The Najaf-based cleric condemned the killing of 87 people, including 31 children, in a suspected chemical attack last week in a rebel-held Syrian town that has been widely blamed on Damascus.
“I would consider it fair for President Bashar al-Assad to resign and leave power, allowing the dear people of Syria to avoid the scourge of war and terrorist oppression,” he said in a statement.
The United States fired a barrage of 59 cruise missiles at Shayrat airbase in Syria early on Friday to push Damascus, despite its denials of responsibility.
Sadr, who fronted a militia that fought the US occupation of Iraq, also condemned the American missile strike, urging all foreign parties involved in the Syria conflict to pull out.
“I call on all sides to withdraw their military assets from Syria so that the Syrian people take things into their own hands. They are the only ones with the right to decide their fate — the alternative will turn Syria to rubble,” he said.
Several Iraqi Shia militias, some of them directly supported by Iran, are helping Assad’s camp in the Syria conflict by sending fighting units across the border.

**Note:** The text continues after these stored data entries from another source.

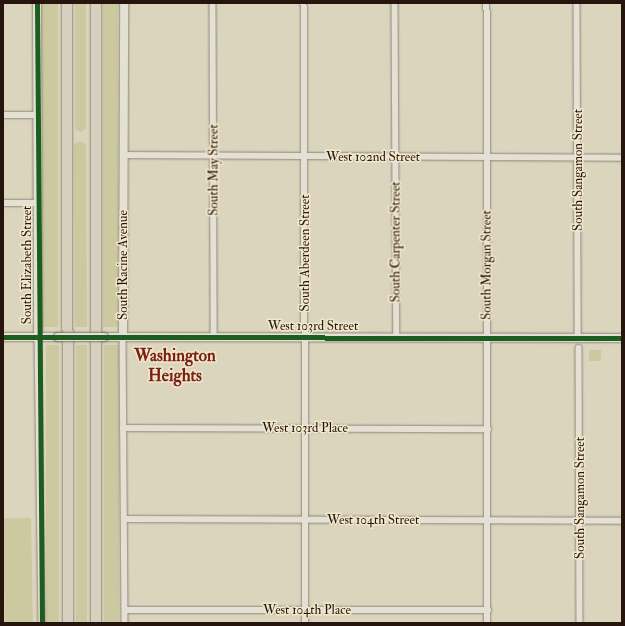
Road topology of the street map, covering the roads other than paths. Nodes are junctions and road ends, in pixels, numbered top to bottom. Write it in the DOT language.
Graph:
graph roads {
  1 [pos="37,3"];
  2 [pos="67,3"];
  3 [pos="96,3"];
  4 [pos="124,3"];
  5 [pos="213,3"];
  6 [pos="304,3"];
  7 [pos="395,3"];
  8 [pos="487,3"];
  9 [pos="577,3"];
  10 [pos="3,115"];
  11 [pos="38,115"];
  12 [pos="123,155"];
  13 [pos="214,156"];
  14 [pos="305,156"];
  15 [pos="396,157"];
  16 [pos="487,157"];
  17 [pos="578,158"];
  18 [pos="622,158"];
  19 [pos="3,203"];
  20 [pos="38,203"];
  21 [pos="3,337"];
  22 [pos="38,337"];
  23 [pos="123,337"];
  24 [pos="214,337"];
  25 [pos="305,338"];
  26 [pos="397,338"];
  27 [pos="487,338"];
  28 [pos="578,338"];
  29 [pos="622,338"];
  30 [pos="579,348"];
  31 [pos="123,428"];
  32 [pos="306,428"];
  33 [pos="488,429"];
  34 [pos="124,519"];
  35 [pos="306,519"];
  36 [pos="488,520"];
  37 [pos="580,521"];
  38 [pos="622,521"];
  39 [pos="125,610"];
  40 [pos="488,610"];
  41 [pos="306,611"];
  42 [pos="42,623"];
  43 [pos="68,623"];
  44 [pos="96,623"];
  45 [pos="125,623"];
  46 [pos="306,623"];
  47 [pos="488,623"];
  48 [pos="580,623"];
  1 -- 11 [label="street, South Elizabeth Street"];
  2 -- 43 [label="highway"];
  3 -- 44 [label="highway"];
  4 -- 12 [label="street, South Racine Avenue"];
  5 -- 13 [label="street, South May Street"];
  6 -- 14 [label="street, South Aberdeen Street"];
  7 -- 15 [label="street, South Carpenter Street"];
  8 -- 16 [label="street, South Morgan Street"];
  9 -- 17 [label="street, South Sangamon Street"];
  10 -- 11 [label="street"];
  11 -- 20 [label="street, South Elizabeth Street"];
  12 -- 13 [label="street, West 102nd Street"];
  12 -- 23 [label="street, South Racine Avenue"];
  13 -- 14 [label="street, West 102nd Street"];
  13 -- 24 [label="street, South May Street"];
  14 -- 15 [label="street, West 102nd Street"];
  14 -- 25 [label="street, South Aberdeen Street"];
  15 -- 16 [label="street, West 102nd Street"];
  15 -- 26 [label="street, South Carpenter Street"];
  16 -- 17 [label="street, West 102nd Street"];
  16 -- 27 [label="street, South Morgan Street"];
  17 -- 18 [label="street, West 102nd Street"];
  17 -- 28 [label="street, South Sangamon Street"];
  19 -- 20 [label="street"];
  20 -- 22 [label="street, South Elizabeth Street"];
  21 -- 22 [label="street, West 103rd Street"];
  22 -- 23 [label="street, West 103rd Street, bridge"];
  22 -- 42 [label="street, South Elizabeth Street"];
  23 -- 24 [label="street, West 103rd Street"];
  23 -- 31 [label="street, South Racine Avenue"];
  24 -- 25 [label="street, West 103rd Street"];
  25 -- 26 [label="street, West 103rd Street"];
  25 -- 32 [label="street, South Aberdeen Street"];
  26 -- 27 [label="street, West 103rd Street"];
  27 -- 28 [label="street, West 103rd Street"];
  27 -- 33 [label="street, South Morgan Street"];
  28 -- 29 [label="street, West 103rd Street"];
  30 -- 37 [label="street, South Sangamon Street"];
  31 -- 32 [label="street, West 103rd Place"];
  31 -- 34 [label="street, South Racine Avenue"];
  32 -- 33 [label="street, West 103rd Place"];
  32 -- 35 [label="street, South Aberdeen Street"];
  33 -- 36 [label="street, South Morgan Street"];
  34 -- 35 [label="street, West 104th Street"];
  34 -- 39 [label="street, South Racine Avenue"];
  35 -- 36 [label="street, West 104th Street"];
  35 -- 41 [label="street, South Aberdeen Street"];
  36 -- 37 [label="street, West 104th Street"];
  36 -- 40 [label="street, South Morgan Street"];
  37 -- 38 [label="street, West 104th Street"];
  37 -- 48 [label="street, South Sangamon Street"];
  39 -- 41 [label="street, West 104th Place"];
  39 -- 45 [label="street, South Racine Avenue"];
  40 -- 41 [label="street, West 104th Place"];
  40 -- 47 [label="street, South Morgan Street"];
  41 -- 46 [label="street, South Aberdeen Street"];
}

Sadr, however, is seen as a nationalist. His forces have focused on protecting the holy sites and his drive against corruption and nepotism has drawn support from beyond his traditional base.
During 2005 and 2006 Sadr’s self-styled Mahdi army was involved in the sectarian killings which engulfed Baghdad. Hundreds of Sunnis were murdered by militias loyal to various Shia leaders. Hundreds of Shias were murdered in return.
But last month Sadr told Middle East Eye that sectarian militias have no place in Iraq.
Speaking from his home in Najaf he told MEE that he favours urgent dialogue with Iraq’s Sunni politicians so as to prevent clashes sectarian clashes once the country no longer has a common enemy.
“I’m afraid that the defeat of Daesh [Islamic State] is only the start of a new phase. My proposal is inspired by fear of sectarian and ethnic conflict after Mosul’s liberation,” he said.
“I want to avoid this. I am very proud of Iraq’s diversity but my fear is that we may see a genocide of some ethnic or sectarian groups.”
The Iraqi government issued a statement in reaction to the events in Syria reflecting a difficult balancing act between its alliance with the United States and with Iran, a key backer of Assad.
The statement from Baghdad condemned the chemical attack, without naming Assad, calling instead for an international investigation to identify the perpetrator.
It also criticised “the hasty interventions” that followed the chemical attack, in an apparent reference to the US strikes.